■ TASK DESCRIPTION
What is needed is an exact transcription of every record, minus the pictures.

■ Stored data entries
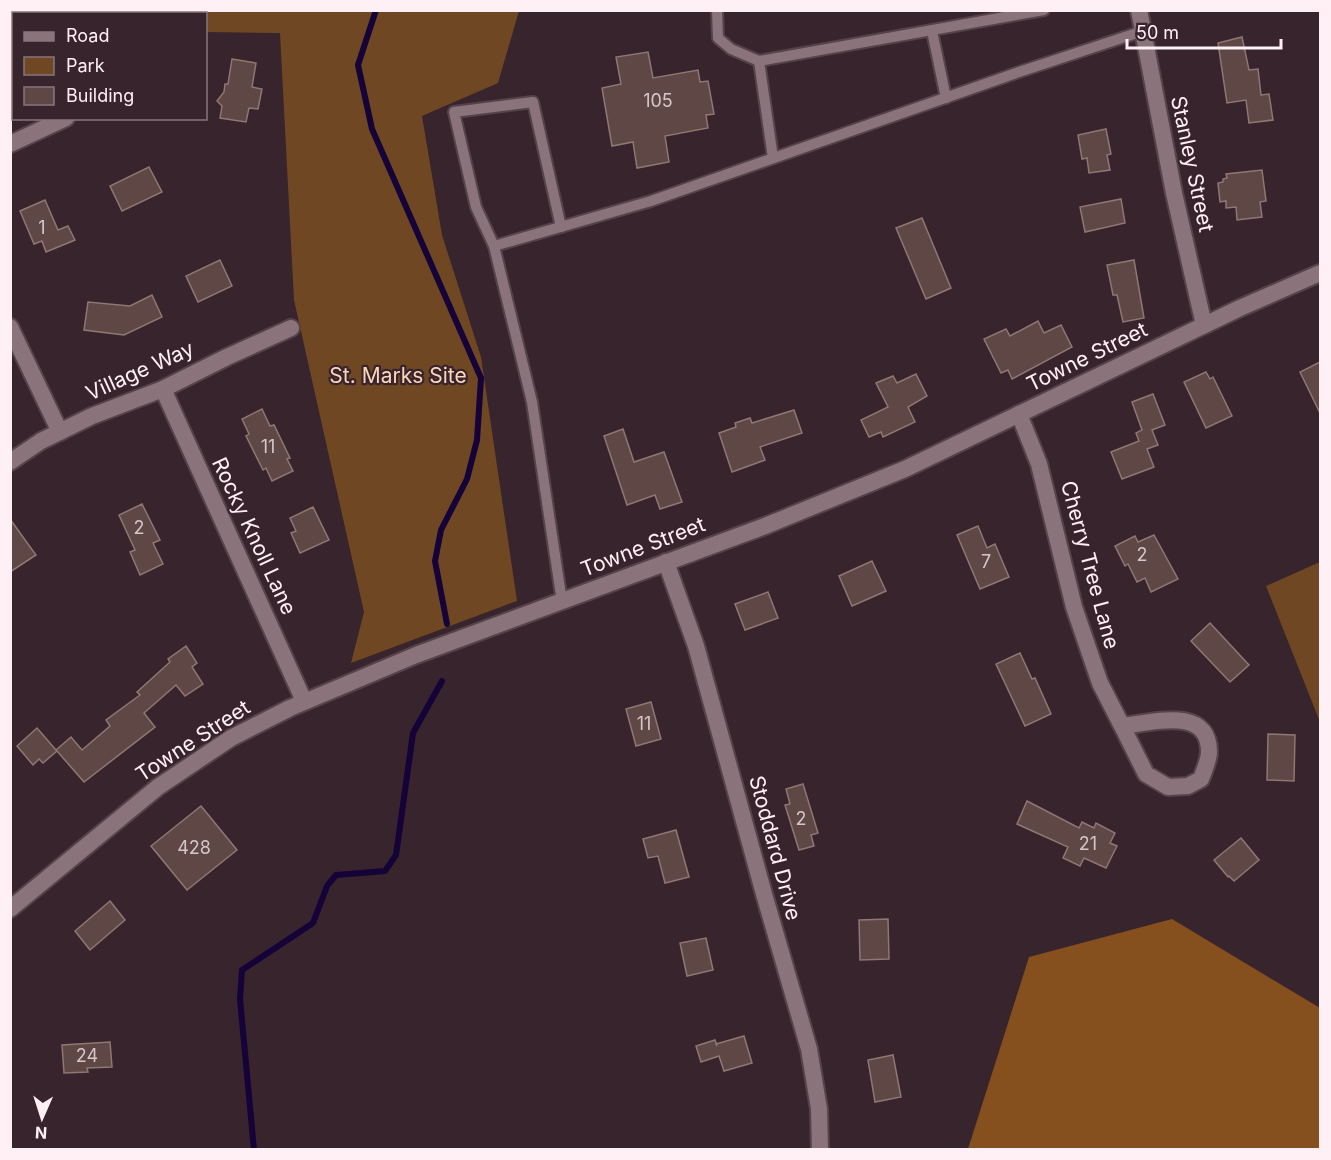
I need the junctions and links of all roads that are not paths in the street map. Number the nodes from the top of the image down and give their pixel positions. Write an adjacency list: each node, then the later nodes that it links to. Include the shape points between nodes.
1 (717, 10): 6 (lane, via 718,38 731,49)
2 (1044, 10): 4 (lane)
3 (1139, 10): 5 (street, Stanley Street)
4 (932, 31): 6 (lane); 7 (lane)
5 (1143, 31): 7 (lane); 14 (street, Stanley Street)
6 (759, 61): 10 (lane)
7 (946, 98): 10 (lane)
8 (62, 120): 9 (street)
9 (10, 144)
10 (773, 158): 11 (lane, via 651,201)
11 (561, 227): 12 (lane); 12 (lane, via 534,102 454,112 476,207)
12 (494, 246): 22 (lane, via 532,402)
13 (1320, 273): 14 (street, Towne Street)
14 (1204, 325): 18 (street, Towne Street)
15 (10, 327): 19 (street)
16 (291, 328): 17 (street, Village Way)
17 (163, 389): 19 (street, Village Way); 23 (street, Rocky Knoll Lane)
18 (1019, 414): 21 (street, Towne Street, via 905,469); 24 (street, Cherry Tree Lane, via 1039,464 1074,607 1100,683)
19 (60, 432): 20 (street, Village Way)
20 (10, 462)
21 (666, 562): 22 (street, Towne Street); 26 (street, Stoddard Drive, via 696,646 809,1049 819,1109)
22 (562, 602): 23 (street, Towne Street)
23 (304, 701): 25 (street, Towne Street, via 231,738 158,787)
24 (1122, 726): 24 (street, Cherry Tree Lane, via 1189,720 1205,734 1209,752 1202,779 1188,786 1168,787 1146,774)
25 (10, 909)
26 (820, 1149)

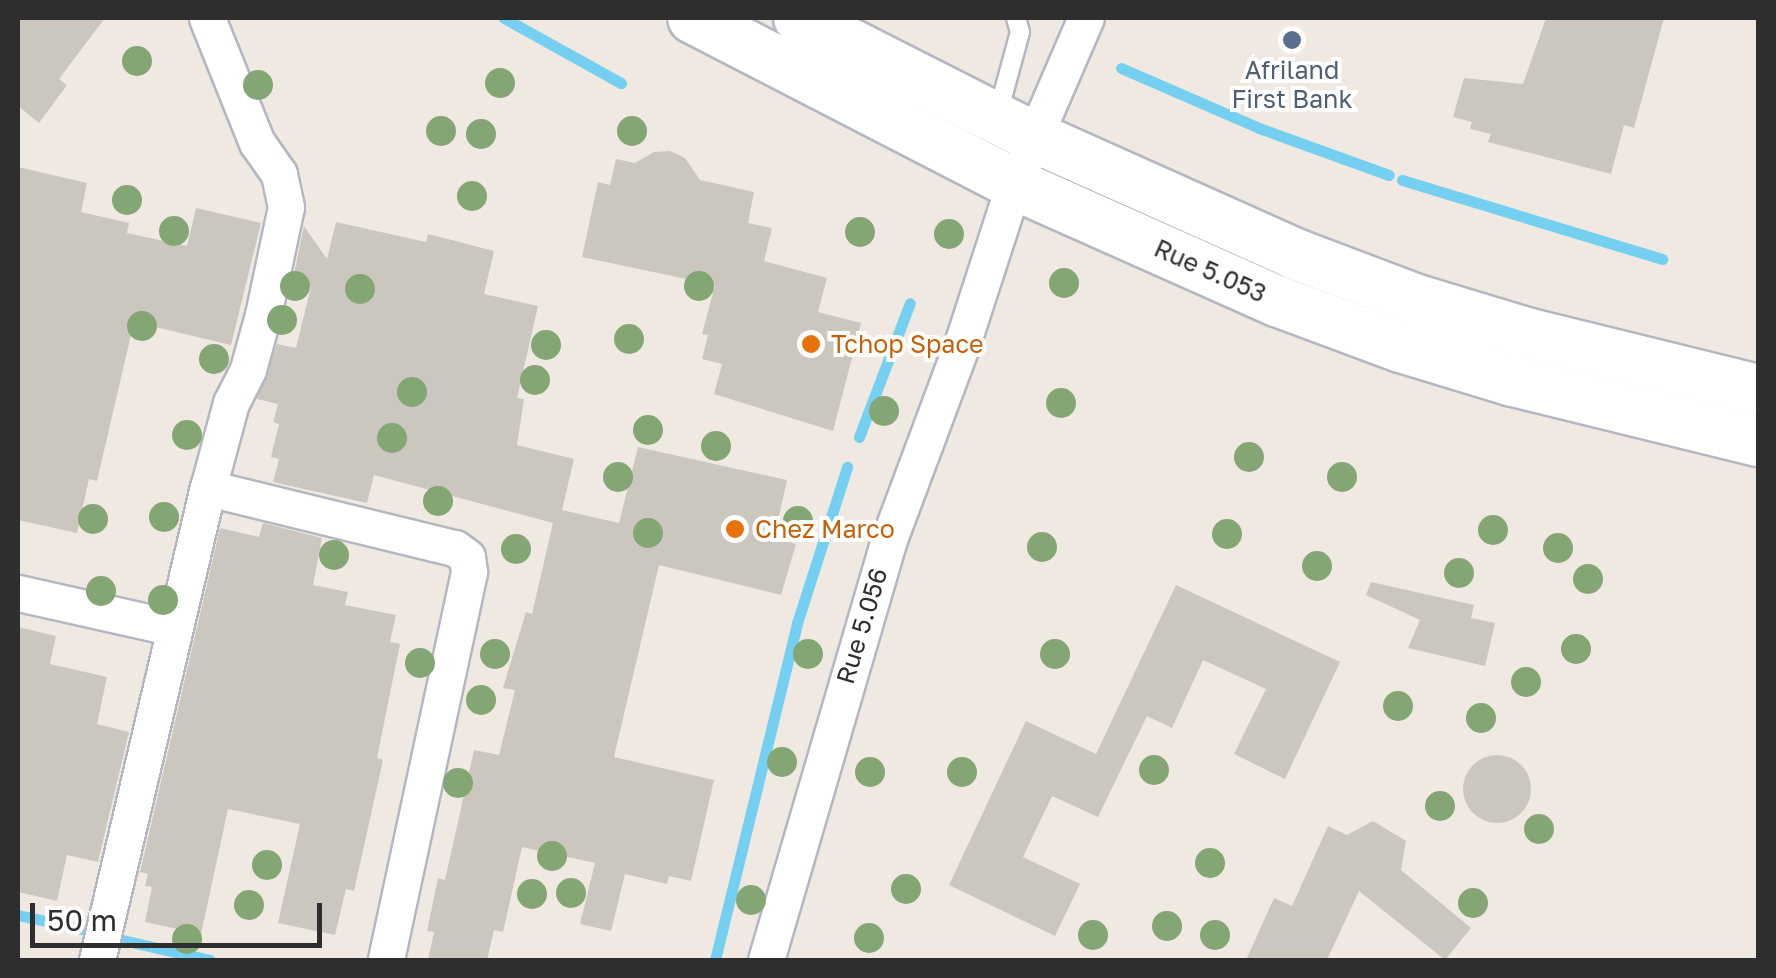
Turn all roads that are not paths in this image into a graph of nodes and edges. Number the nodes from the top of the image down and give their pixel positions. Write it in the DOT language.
graph roads {
  1 [pos="208,18"];
  2 [pos="693,18"];
  3 [pos="800,18"];
  4 [pos="1016,18"];
  5 [pos="1086,18"];
  6 [pos="1015,128"];
  7 [pos="1014,184"];
  8 [pos="1758,390"];
  9 [pos="1758,441"];
  10 [pos="208,488"];
  11 [pos="18,594"];
  12 [pos="174,628"];
  13 [pos="97,960"];
  14 [pos="386,960"];
  15 [pos="766,960"];
  1 -- 10 [label="street"];
  2 -- 7 [label="main road, Rue 5.053"];
  3 -- 6 [label="main road, Rue 5.053"];
  4 -- 6 [label="lane"];
  5 -- 6 [label="street, Rue 5.056"];
  6 -- 7 [label="street, Rue 5.056"];
  6 -- 8 [label="main road, Rue 5.053"];
  7 -- 9 [label="main road, Rue 5.053"];
  7 -- 15 [label="street, Rue 5.056"];
  10 -- 12 [label="street"];
  10 -- 14 [label="street"];
  11 -- 12 [label="street"];
  12 -- 13 [label="street"];
}
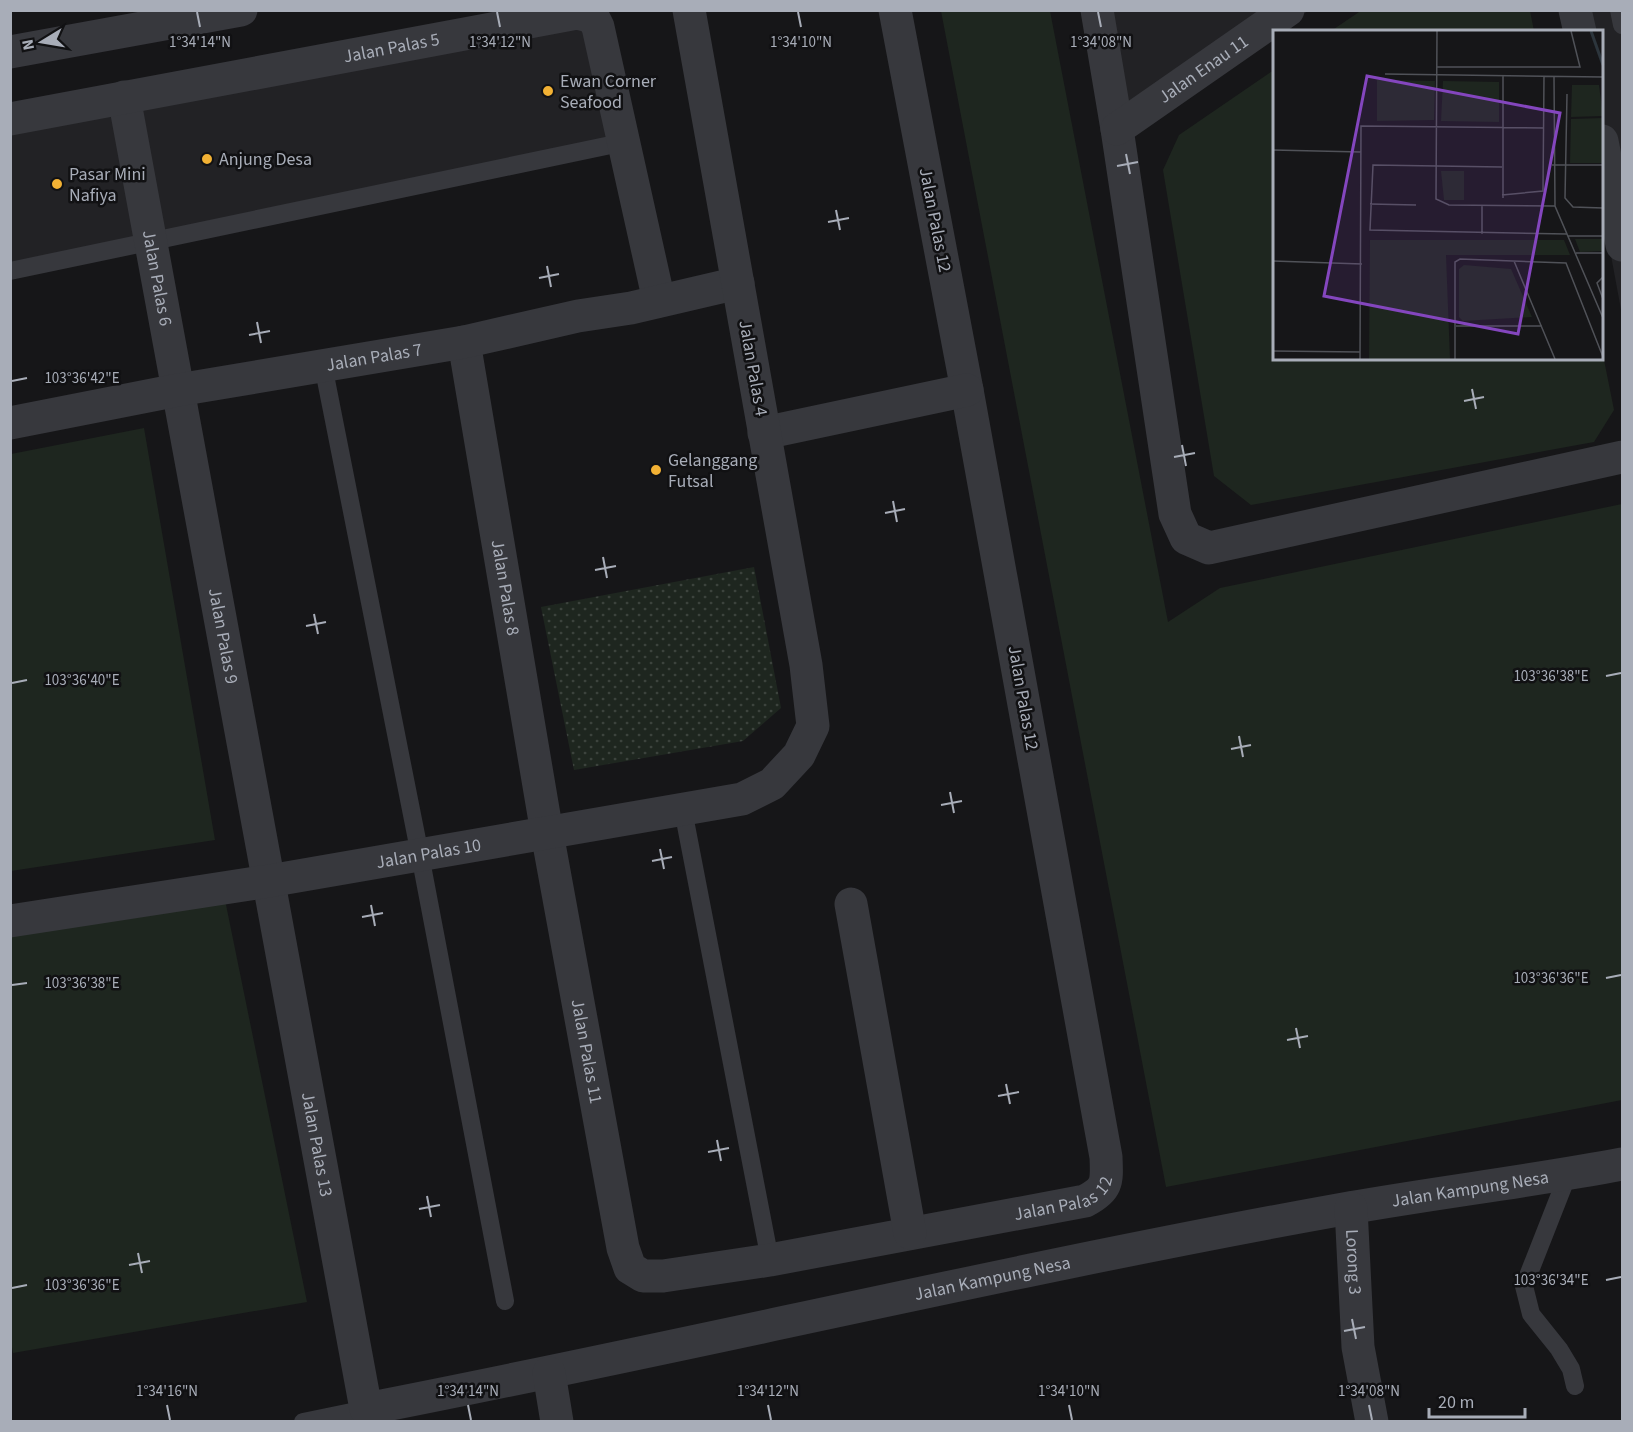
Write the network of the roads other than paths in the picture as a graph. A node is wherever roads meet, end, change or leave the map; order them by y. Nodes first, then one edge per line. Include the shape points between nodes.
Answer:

■ OUTPUT FOR THIS TASK
I need the junctions and links of all roads that are not paths in the street map. Number the nodes from the top of the image down and give their pixel positions. Write an adjacency list: each node, then the later nodes that it links to. Include the shape points between nodes.
1 (717, 10): 6 (lane, via 718,38 731,49)
2 (1044, 10): 4 (lane)
3 (1139, 10): 5 (street, Stanley Street)
4 (932, 31): 6 (lane); 7 (lane)
5 (1143, 31): 7 (lane); 14 (street, Stanley Street)
6 (759, 61): 10 (lane)
7 (946, 98): 10 (lane)
8 (62, 120): 9 (street)
9 (10, 144)
10 (773, 158): 11 (lane, via 651,201)
11 (561, 227): 12 (lane); 12 (lane, via 534,102 454,112 476,207)
12 (494, 246): 22 (lane, via 532,402)
13 (1320, 273): 14 (street, Towne Street)
14 (1204, 325): 18 (street, Towne Street)
15 (10, 327): 19 (street)
16 (291, 328): 17 (street, Village Way)
17 (163, 389): 19 (street, Village Way); 23 (street, Rocky Knoll Lane)
18 (1019, 414): 21 (street, Towne Street, via 905,469); 24 (street, Cherry Tree Lane, via 1039,464 1074,607 1100,683)
19 (60, 432): 20 (street, Village Way)
20 (10, 462)
21 (666, 562): 22 (street, Towne Street); 26 (street, Stoddard Drive, via 696,646 809,1049 819,1109)
22 (562, 602): 23 (street, Towne Street)
23 (304, 701): 25 (street, Towne Street, via 231,738 158,787)
24 (1122, 726): 24 (street, Cherry Tree Lane, via 1189,720 1205,734 1209,752 1202,779 1188,786 1168,787 1146,774)
25 (10, 909)
26 (820, 1149)

Turn all roads that are not paths in this image into a graph of nodes and edges. Number the nodes from the top of the image down and give their pixel positions. Write it in the DOT language.
graph roads {
  1 [pos="208,18"];
  2 [pos="693,18"];
  3 [pos="800,18"];
  4 [pos="1016,18"];
  5 [pos="1086,18"];
  6 [pos="1015,128"];
  7 [pos="1014,184"];
  8 [pos="1758,390"];
  9 [pos="1758,441"];
  10 [pos="208,488"];
  11 [pos="18,594"];
  12 [pos="174,628"];
  13 [pos="97,960"];
  14 [pos="386,960"];
  15 [pos="766,960"];
  1 -- 10 [label="street"];
  2 -- 7 [label="main road, Rue 5.053"];
  3 -- 6 [label="main road, Rue 5.053"];
  4 -- 6 [label="lane"];
  5 -- 6 [label="street, Rue 5.056"];
  6 -- 7 [label="street, Rue 5.056"];
  6 -- 8 [label="main road, Rue 5.053"];
  7 -- 9 [label="main road, Rue 5.053"];
  7 -- 15 [label="street, Rue 5.056"];
  10 -- 12 [label="street"];
  10 -- 14 [label="street"];
  11 -- 12 [label="street"];
  12 -- 13 [label="street"];
}
Write the network of the roads other than paths in the picture as a graph. A node is wherever roads meet, end, change or leave the map; order them by y. Nodes first, then one edge per line. Include the shape points between nodes.
Answer:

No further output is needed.